Chunk too large for Blosc codec #98

aulemahal · 2021-09-03T22:02:10Z

Hi! Thanks for the very usefull package! I thinks I found a bug in the chunks choice mechanism:

My input dataset has shape (176, 226, 55115) with chunks (20, 20, 55115). The requested output chunks are (80, 60, 365). I allowed 3GB of max_mem, and there is a temp store.

Rechunking fails with : (elided traceback)

  File "/path/to/.conda/x38/lib/python3.9/site-packages/distributed/client.py", line 1813, in _gather
    raise exception.with_traceback(traceback)
  File "/path/to/.conda/x38/lib/python3.9/site-packages/rechunker/pipeline.py", line 47, in _copy_chunk
    target[chunk_key] = data
  File "/path/to/.conda/x38/lib/python3.9/site-packages/zarr/core.py", line 1213, in __setitem__
    self.set_basic_selection(selection, value, fields=fields)
  File "/path/to/.conda/x38/lib/python3.9/site-packages/zarr/core.py", line 1308, in set_basic_selection
    return self._set_basic_selection_nd(selection, value, fields=fields)
  File "/path/to/.conda/x38/lib/python3.9/site-packages/zarr/core.py", line 1599, in _set_basic_selection_nd
    self._set_selection(indexer, value, fields=fields)
  File "/path/to/.conda/x38/lib/python3.9/site-packages/zarr/core.py", line 1651, in _set_selection
    self._chunk_setitem(chunk_coords, chunk_selection, chunk_value, fields=fields)
  File "/path/to/.conda/x38/lib/python3.9/site-packages/zarr/core.py", line 1888, in _chunk_setitem
    self._chunk_setitem_nosync(chunk_coords, chunk_selection, value,
  File "/path/to/.conda/x38/lib/python3.9/site-packages/zarr/core.py", line 1893, in _chunk_setitem_nosync
    cdata = self._process_for_setitem(ckey, chunk_selection, value, fields=fields)
  File "/path/to/.conda/x38/lib/python3.9/site-packages/zarr/core.py", line 1952, in _process_for_setitem
    return self._encode_chunk(chunk)
  File "/path/to/.conda/x38/lib/python3.9/site-packages/zarr/core.py", line 2009, in _encode_chunk
    cdata = self._compressor.encode(chunk)
  File "numcodecs/blosc.pyx", line 557, in numcodecs.blosc.Blosc.encode
  File "/path/to/.conda/x38/lib/python3.9/site-packages/numcodecs/compat.py", line 102, in ensure_contiguous_ndarray
    raise ValueError(msg)
ValueError: Codec does not support buffers of > 2147483647 bytes

Turns out 55115 * 176 * 226 = 2192254240 = 8 Go (float32) and is slightly over the number in the error message (by 2%). So I'm guessing rechunker is trying to put everything in a single chunk? Even though this is way above max_mem. Also, I never asked for Blosc encoding, so I guess it is automatic? Not a problem, but it seems a smaller chunk should be chosen in that case.
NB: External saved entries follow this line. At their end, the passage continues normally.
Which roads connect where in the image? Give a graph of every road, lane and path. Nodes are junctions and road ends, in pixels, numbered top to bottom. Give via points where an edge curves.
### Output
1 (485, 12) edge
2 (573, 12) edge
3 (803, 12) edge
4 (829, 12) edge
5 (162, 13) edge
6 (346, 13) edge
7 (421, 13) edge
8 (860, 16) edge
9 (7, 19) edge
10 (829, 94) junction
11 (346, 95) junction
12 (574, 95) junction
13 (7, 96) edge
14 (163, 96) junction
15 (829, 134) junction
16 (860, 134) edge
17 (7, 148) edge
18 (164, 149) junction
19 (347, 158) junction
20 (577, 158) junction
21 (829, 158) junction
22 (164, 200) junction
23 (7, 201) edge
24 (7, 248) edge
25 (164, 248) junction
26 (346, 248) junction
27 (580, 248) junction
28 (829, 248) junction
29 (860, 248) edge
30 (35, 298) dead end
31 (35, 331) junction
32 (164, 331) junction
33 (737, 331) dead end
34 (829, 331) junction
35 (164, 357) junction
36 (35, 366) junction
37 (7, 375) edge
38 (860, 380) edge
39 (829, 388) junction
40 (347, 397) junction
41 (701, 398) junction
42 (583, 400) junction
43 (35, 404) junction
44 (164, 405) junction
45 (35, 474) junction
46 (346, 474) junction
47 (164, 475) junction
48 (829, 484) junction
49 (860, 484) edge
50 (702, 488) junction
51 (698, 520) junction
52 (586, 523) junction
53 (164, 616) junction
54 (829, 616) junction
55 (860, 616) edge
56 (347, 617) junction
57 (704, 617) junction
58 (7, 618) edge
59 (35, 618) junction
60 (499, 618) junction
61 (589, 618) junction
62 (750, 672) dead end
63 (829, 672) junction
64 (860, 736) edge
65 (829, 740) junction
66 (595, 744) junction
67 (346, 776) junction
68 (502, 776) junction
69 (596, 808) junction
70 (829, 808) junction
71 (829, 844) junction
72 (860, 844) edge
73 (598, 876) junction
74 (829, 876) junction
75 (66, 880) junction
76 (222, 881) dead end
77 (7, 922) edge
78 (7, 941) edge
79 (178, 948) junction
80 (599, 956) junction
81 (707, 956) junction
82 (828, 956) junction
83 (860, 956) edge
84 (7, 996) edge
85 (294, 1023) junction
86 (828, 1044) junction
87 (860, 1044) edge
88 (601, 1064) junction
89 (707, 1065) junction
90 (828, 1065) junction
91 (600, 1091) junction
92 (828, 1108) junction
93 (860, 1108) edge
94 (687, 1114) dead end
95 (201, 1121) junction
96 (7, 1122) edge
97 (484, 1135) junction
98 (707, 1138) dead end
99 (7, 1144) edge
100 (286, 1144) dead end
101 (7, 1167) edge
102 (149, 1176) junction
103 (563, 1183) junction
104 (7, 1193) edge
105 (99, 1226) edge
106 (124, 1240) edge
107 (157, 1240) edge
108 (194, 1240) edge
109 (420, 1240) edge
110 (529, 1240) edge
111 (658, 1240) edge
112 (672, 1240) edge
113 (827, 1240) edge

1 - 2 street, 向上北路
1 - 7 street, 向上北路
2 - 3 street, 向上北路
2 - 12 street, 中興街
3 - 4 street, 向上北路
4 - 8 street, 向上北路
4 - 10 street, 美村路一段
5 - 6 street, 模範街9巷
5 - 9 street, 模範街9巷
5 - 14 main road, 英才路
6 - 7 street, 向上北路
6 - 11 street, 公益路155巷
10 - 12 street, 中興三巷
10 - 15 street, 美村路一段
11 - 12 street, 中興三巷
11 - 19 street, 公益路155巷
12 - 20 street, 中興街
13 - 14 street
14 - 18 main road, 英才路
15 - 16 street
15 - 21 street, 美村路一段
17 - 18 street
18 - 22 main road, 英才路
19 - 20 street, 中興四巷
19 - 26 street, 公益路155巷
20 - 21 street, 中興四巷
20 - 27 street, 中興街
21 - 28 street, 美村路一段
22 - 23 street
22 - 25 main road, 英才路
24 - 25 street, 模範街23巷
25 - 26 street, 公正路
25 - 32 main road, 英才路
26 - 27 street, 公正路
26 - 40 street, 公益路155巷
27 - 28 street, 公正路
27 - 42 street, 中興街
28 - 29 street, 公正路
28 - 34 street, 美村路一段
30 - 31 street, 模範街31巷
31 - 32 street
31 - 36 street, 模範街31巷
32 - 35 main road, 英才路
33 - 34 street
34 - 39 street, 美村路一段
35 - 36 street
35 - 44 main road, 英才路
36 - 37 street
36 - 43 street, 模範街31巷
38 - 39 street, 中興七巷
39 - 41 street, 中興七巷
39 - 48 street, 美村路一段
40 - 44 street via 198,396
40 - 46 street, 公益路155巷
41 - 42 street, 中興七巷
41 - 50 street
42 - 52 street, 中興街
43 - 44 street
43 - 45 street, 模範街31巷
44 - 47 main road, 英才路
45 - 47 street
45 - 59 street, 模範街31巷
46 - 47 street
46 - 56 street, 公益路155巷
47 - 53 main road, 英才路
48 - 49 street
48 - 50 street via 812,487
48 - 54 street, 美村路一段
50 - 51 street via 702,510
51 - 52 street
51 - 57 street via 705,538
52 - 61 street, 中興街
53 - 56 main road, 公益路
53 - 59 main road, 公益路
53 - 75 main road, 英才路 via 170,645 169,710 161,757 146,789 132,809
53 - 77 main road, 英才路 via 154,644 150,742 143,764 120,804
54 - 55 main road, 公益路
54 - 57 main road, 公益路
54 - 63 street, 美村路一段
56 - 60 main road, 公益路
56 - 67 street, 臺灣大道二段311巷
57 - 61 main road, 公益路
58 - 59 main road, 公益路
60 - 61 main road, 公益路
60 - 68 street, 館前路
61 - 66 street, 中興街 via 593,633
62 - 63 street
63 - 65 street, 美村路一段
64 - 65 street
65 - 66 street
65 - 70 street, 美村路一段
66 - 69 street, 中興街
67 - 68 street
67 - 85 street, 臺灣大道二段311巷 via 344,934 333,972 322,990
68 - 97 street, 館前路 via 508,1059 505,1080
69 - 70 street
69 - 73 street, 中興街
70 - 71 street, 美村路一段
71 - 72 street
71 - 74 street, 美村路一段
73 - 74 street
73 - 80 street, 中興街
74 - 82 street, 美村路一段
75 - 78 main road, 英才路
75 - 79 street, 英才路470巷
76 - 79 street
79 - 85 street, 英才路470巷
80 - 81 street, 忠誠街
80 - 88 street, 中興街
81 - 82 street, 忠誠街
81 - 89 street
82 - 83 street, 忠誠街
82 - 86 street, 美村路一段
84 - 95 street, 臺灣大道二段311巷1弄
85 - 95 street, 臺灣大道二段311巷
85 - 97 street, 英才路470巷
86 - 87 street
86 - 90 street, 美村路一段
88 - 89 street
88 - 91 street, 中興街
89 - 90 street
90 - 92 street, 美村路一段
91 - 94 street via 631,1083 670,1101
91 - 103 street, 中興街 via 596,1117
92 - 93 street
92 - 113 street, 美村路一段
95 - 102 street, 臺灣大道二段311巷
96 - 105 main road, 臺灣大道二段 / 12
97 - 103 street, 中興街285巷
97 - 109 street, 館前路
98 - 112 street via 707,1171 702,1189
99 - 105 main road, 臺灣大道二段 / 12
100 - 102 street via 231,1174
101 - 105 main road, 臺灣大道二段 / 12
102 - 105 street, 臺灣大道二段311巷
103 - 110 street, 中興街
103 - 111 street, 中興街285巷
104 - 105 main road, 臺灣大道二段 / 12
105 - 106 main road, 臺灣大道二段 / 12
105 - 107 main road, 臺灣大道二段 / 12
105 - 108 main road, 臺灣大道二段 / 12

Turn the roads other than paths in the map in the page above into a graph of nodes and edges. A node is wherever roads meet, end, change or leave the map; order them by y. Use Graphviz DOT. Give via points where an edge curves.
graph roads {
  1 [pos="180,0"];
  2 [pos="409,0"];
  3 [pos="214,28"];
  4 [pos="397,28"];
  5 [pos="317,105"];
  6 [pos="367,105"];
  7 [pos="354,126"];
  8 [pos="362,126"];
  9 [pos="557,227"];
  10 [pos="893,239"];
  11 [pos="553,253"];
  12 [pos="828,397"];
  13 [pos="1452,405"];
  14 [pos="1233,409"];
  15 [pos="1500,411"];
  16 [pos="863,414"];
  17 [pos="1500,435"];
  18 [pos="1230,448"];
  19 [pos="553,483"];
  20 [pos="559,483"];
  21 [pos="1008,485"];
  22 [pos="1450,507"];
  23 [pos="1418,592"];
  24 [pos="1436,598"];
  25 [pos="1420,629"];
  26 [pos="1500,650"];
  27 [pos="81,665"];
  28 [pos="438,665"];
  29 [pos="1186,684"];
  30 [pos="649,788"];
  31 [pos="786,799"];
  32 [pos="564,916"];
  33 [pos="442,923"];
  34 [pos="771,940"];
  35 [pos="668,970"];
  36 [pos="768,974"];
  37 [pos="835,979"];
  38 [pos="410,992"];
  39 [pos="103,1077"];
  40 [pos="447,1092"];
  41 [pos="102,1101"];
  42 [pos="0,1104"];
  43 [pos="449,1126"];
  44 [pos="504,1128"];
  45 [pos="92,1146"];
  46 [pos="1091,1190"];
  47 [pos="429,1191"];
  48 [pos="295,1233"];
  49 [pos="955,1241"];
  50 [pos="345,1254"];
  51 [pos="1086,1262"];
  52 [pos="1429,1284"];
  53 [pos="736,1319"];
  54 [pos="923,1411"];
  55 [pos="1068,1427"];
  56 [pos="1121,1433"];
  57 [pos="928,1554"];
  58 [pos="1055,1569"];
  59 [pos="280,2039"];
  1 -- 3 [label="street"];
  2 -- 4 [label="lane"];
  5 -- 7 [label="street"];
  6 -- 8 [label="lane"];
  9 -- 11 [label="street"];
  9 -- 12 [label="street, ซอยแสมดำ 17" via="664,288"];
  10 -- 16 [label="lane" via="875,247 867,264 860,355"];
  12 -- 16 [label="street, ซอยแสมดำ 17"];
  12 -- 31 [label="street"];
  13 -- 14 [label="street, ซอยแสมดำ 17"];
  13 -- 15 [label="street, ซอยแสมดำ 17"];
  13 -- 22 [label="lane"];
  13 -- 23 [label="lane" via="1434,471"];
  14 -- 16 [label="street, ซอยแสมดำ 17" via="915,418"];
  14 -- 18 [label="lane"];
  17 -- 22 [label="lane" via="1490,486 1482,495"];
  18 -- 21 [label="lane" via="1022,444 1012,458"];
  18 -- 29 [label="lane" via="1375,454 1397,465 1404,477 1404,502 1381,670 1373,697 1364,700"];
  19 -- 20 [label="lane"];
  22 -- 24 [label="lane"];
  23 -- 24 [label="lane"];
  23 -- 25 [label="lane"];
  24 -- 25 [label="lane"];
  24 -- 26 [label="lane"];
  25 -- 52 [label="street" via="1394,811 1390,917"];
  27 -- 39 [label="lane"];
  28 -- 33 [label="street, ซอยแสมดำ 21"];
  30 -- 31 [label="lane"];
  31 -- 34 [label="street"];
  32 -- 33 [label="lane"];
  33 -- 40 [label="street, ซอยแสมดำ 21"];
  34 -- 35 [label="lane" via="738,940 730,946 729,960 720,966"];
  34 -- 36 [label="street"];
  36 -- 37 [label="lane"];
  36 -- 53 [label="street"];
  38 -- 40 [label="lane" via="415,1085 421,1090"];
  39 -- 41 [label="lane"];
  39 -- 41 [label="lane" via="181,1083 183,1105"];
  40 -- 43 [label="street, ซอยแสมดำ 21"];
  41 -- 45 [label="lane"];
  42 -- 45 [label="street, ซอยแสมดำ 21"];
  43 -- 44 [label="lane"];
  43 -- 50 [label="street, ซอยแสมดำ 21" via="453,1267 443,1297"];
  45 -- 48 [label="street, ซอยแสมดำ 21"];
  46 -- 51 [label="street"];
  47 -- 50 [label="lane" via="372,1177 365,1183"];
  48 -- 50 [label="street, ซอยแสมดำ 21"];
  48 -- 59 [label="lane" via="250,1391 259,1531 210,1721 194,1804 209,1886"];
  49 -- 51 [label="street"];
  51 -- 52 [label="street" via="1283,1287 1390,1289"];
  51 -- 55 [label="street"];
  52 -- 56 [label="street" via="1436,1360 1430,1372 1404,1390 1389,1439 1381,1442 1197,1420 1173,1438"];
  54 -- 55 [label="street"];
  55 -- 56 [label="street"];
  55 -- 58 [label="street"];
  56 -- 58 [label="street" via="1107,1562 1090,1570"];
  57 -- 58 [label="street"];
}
The text was updated successfully, but these errors were encountered:

rabernat · 2021-09-05T18:40:56Z

Thanks for the bug report.

So I'm guessing rechunker is trying to put everything in a single chunk?

This should definitely not happen unless your total dataset size is < max_mem, which is not the case here.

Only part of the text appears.